We had some protein microarrays done I believe using the hu-prot platform. I asked for non-normalised corrected data hoping to run in DeSeq2 (as I have used this for RNAeq data before).
The count data imported as "cts" looks something like this:
RF0064 | RF0065 | RF0070 | |
COL4A3BP | 2927 | 4186 | 5818 |
IRAK4 | 9072 | 63923 | 5558 |
Patient ID's in columns and proteins in rows, obviously allot more of each. One note here I had to round values up so there where no decimal places for DeSeq
My metadata looks like this in "coldata":
id | case_control | days | card |
RF0064 | case | 33 | carditis |
RF0065 | control | 35 | control_NA |
RF0070 | case | 33 | non_carditis |
Again allot more patients.
Here is an example of case vs control analysis I did
dds_case_control <- DESeqDataSetFromMatrix(countData = cts,
colData = coldata,
design = ~ case_control)
dds_case_control$case_control <- relevel(dds_case_control$case_control, ref="control")

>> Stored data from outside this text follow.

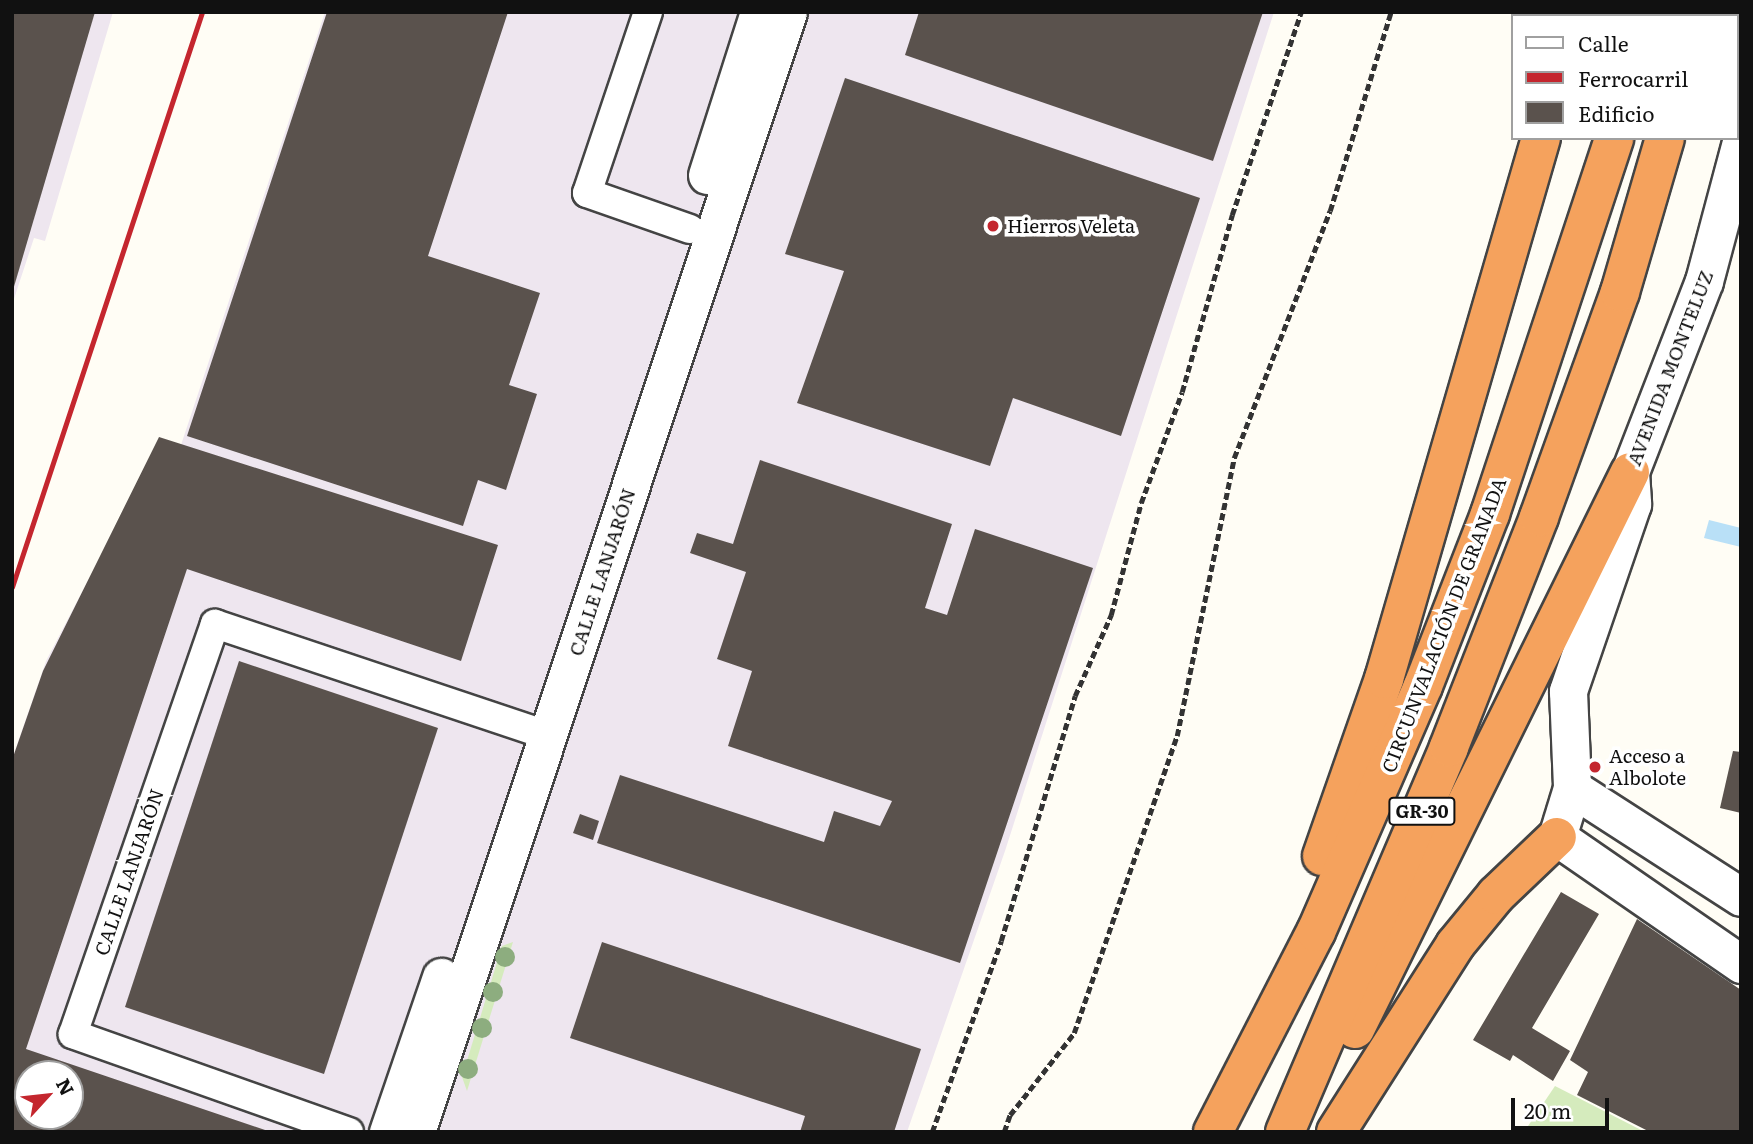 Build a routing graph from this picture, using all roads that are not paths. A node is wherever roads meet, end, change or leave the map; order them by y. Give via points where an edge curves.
1 (648, 12) edge
2 (759, 12) edge
3 (788, 12) edge
4 (1540, 140) edge
5 (1613, 140) edge
6 (1664, 140) edge
7 (1741, 142) edge
8 (690, 229) junction
9 (1630, 472) junction
10 (537, 731) junction
11 (1572, 788) junction
12 (1557, 837) junction
13 (1741, 897) edge
14 (1741, 964) edge
15 (1289, 990) junction
16 (1292, 1117) edge
17 (349, 1132) edge
18 (388, 1132) edge
19 (416, 1132) edge
20 (1213, 1132) edge
21 (1335, 1132) edge

1 - 8 street via 587,193
2 - 8 street, CALLE LANJARÓN
3 - 10 street, CALLE LANJARÓN
4 - 15 highway via 1384,679 1338,817 1295,920
5 - 15 highway, CIRCUNVALACIÓN DE GRANADA / GR-30 via 1485,526 1395,753
6 - 16 highway, GR-30 via 1620,292 1539,517 1449,747
7 - 9 street, AVENIDA MONTELUZ via 1704,281
8 - 10 street, CALLE LANJARÓN
9 - 11 street, AVENIDA MONTELUZ via 1632,504 1568,691
9 - 16 highway via 1345,1051
10 - 17 street, CALLE LANJARÓN via 215,624 73,1034
10 - 18 street, CALLE LANJARÓN
10 - 19 street, CALLE LANJARÓN
11 - 12 street, AVENIDA MONTELUZ
11 - 13 street
12 - 14 street
12 - 21 highway via 1496,895 1455,944
15 - 20 highway, CIRCUNVALACIÓN DE GRANADA / GR-30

dds_case_control <- DESeq(dds_case_control)
res_case_control <- results(dds_case_control)
summary(res_case_control)
Which all seems to work fine, but I am not an expert at all with this and wondered if there is some ways within Deseq2 to quality control the results? Or if perhaps if I should use a different R package? I do like Deseq2 as I am now familiar with it, but ay advice welcome.
Thank you,
I assumed if I had some kind of data that was equivalent to “counts” I.e background subtracted and corrected data, so essentially have protein abundance data, that the analysis would be equivalent. Showing my ignorance I guess.
No, a fluescent intensity is not a count, and becomes even less like a count after background subtraction.